Had there been a few a games this year when Adrian Peterson was ordinary? Well, yes. But when a 103-yard run-back of the opening kickoff by Harvin turned out to be a mirage, Adrian came back to the huddle with a hard look and ready hands that needed no translation.

Read: Give me the ball.  

Nobody argued. They gave Adrian Peterson the ball 23 times, which is practically the civilized limit in view of his recent recovery. He gained 153 yards, launched the Vikings on a 21-14 victory over the wounded Arizona Cardinals and kept his team in the vanguard of the playoff hunt in the National Football League’s North Division. Their count? Five victories in seven games.

The Vikings don’t have a whole lot of time to preen. They play again Thursday night with just three days’ rest. The good news is that they play the Tampa Bay Buccaneers, who now have lost four games out of six. The better news is that they play again at the Metrodome, where Sunday Peterson well and truly returned to the form of his early seasons, the era when he was unanimously proclaimed the best running back in pro football. All of this in the aftermath of an injury that cost him a part of last season and left serious doubts about whether he would ever regain the full range and reckless style of his first years in pro football.

You won’t get any doubts today from the Arizona Cardinals.

But you should know that it wasn’t a fully equipped National Football League team the Vikings were playing Sunday. Arizona’s depletions at quarterback and in both the running and passing games cost them. Minnesota’s own Larry Fitzgerald, under normal conditions the best receiver in pro football, was practically invisible against the Viking coverage. Doubled teamed, he caught only four passes for 26 yards.

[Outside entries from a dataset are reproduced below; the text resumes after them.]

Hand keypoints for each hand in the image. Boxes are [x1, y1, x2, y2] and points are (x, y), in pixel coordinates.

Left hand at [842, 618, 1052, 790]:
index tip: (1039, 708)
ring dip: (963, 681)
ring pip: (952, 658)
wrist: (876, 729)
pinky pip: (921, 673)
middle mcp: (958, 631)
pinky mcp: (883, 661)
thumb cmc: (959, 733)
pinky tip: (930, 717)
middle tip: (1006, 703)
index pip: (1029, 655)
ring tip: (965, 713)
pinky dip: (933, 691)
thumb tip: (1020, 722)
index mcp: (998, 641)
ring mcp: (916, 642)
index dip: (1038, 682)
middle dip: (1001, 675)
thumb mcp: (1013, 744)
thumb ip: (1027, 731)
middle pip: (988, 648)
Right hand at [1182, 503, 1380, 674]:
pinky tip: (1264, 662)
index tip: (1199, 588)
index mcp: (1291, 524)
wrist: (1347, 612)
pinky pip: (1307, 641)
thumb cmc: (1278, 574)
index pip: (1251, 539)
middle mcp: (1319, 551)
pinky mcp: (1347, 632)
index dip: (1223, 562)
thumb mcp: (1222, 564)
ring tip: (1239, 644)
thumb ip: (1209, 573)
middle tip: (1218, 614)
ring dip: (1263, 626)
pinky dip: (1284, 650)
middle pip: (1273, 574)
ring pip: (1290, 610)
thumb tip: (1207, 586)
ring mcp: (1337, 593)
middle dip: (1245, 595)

And yet the Cardinals were competing hard at the finish and pulled to within a touchdown with less than two minutes remaining on a six-yard scoring pass from John Skelton to Andre Roberts. Arizona’s bid to recapture the ball with an onside kick fizzled.  

Apart from Peterson’s assaults on the ground, and especially in the early going, the Vikings offense was snagged by the remarkably inept and out-of-gear performance of young Christian Ponder, moving uncertainly in the pocket, being sacked three times and throwing for a shockingly low 58 yards. He finished with an underwater quarterback rating of 35.5, practically the lowest rung available on a scale that goes well past 100.

No excuses

Ponder offered no excuses and was suitably contrite. He did mention throwing awkwardly across his body a few times, missing targets, in general playing badly but tactful enough under grilling not to mention the fact that the Vikings did win the game. “I have to do a better job of stepping up in the pocket,” he said afterward, “getting the ball out of my hands quicker.”

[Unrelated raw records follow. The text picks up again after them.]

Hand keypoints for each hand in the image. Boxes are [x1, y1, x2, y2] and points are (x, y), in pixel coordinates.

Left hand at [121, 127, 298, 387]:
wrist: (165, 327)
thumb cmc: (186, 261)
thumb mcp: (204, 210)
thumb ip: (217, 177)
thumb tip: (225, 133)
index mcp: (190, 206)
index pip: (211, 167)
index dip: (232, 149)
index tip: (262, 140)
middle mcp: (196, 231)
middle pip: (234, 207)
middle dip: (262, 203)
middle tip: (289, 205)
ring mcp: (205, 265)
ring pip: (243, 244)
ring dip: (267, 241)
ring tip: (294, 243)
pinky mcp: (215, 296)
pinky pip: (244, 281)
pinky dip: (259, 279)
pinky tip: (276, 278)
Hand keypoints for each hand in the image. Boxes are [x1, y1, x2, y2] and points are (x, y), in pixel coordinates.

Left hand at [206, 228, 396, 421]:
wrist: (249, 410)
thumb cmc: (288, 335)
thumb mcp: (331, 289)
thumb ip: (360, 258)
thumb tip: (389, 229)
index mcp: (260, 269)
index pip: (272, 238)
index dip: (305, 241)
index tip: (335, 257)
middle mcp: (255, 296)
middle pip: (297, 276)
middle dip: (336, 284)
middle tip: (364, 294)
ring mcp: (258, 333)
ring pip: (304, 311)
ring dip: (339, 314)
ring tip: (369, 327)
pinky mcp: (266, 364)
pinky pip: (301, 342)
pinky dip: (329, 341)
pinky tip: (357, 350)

You had to offer some consolation to the Cardinals’ harassed quarterback, play after play facing the jailbreak rush with which the Viking defense came at him -- from Jared Allen, Brian Robison, Chad Greenway, Antoine Winfield, Josh Robinson, Kevin Williams and more. They sacked him seven times and probably would have had a few more if they hadn’t run out of gas.

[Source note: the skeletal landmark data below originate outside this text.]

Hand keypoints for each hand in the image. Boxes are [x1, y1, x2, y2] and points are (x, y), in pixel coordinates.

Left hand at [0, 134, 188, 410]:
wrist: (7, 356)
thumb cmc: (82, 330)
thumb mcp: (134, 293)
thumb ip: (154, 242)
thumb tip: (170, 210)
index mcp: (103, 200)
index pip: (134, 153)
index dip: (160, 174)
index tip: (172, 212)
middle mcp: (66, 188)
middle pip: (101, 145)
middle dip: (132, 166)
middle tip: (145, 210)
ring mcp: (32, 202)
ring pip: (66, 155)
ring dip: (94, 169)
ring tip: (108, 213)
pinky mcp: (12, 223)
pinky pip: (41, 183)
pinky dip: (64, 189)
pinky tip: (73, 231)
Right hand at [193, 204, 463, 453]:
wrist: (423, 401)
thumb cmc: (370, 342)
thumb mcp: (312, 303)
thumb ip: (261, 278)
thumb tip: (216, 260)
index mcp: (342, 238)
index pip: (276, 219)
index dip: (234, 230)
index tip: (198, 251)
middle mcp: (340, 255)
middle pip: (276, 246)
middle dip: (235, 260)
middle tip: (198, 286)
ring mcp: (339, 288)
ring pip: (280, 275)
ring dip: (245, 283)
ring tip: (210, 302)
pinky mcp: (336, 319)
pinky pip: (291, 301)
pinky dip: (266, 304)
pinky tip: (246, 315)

In the early moments you had to wonder whether the Cardinals’ coaching staff had forgotten to read the tapes. There are ways to avoid kicking off to Percy Harvin that don’t violate the usual standards of bravery. But there they were, kicking off to Harvin, and there he was, racing into the Arizona end zone a few seconds later. The touchdown was canceled by a blocking-in-the-back penalty against the Vikings’ Marvin Mitchell. But midway through the first period Peterson took over the game, slashing and banging, once for 26 yards and scoring from 13 yards out for a 7-0 Viking lead after eight minutes.

But the Cardinals had a slasher of their own, a fearless runt of a guy named LaRod Stephens-Howling, who teamed with Skelton to tie the score at 7-7 when Stephens-Howling scored from three yards out after Ponder had thrown an interception.

But here was Adrian Peterson again, storming the Cardinal defenses, and Ponder hit Harvin -- who in this game was not used as a running threat -- with a three-yard touchdown pass. And it was 14-7 at the half. The Viking pass rush by then was scrambling the Arizona passing game, and rookie safety Harrison Smith registered his first NFL touchdown by intercepting Skelton on the Arizona 31 and sprinting in for the score to lift the Viking lead to 21-14.

Without being able to connect with Fitzerald, the Cardinals kept coming, and with a little less than two minutes from the finish, Skelton threw his second touchdown pass, six yards to Andre Roberts, and it was 21-14. The Cardinals tried to regain possession for one more shot, but their attempt at capturing the onside kickoff fizzled.

Surprising contender

Which leaves the Vikings in this position in the battle for the playoffs: At five wins and two losses, the Vikings are now a legitimate if surprising contender.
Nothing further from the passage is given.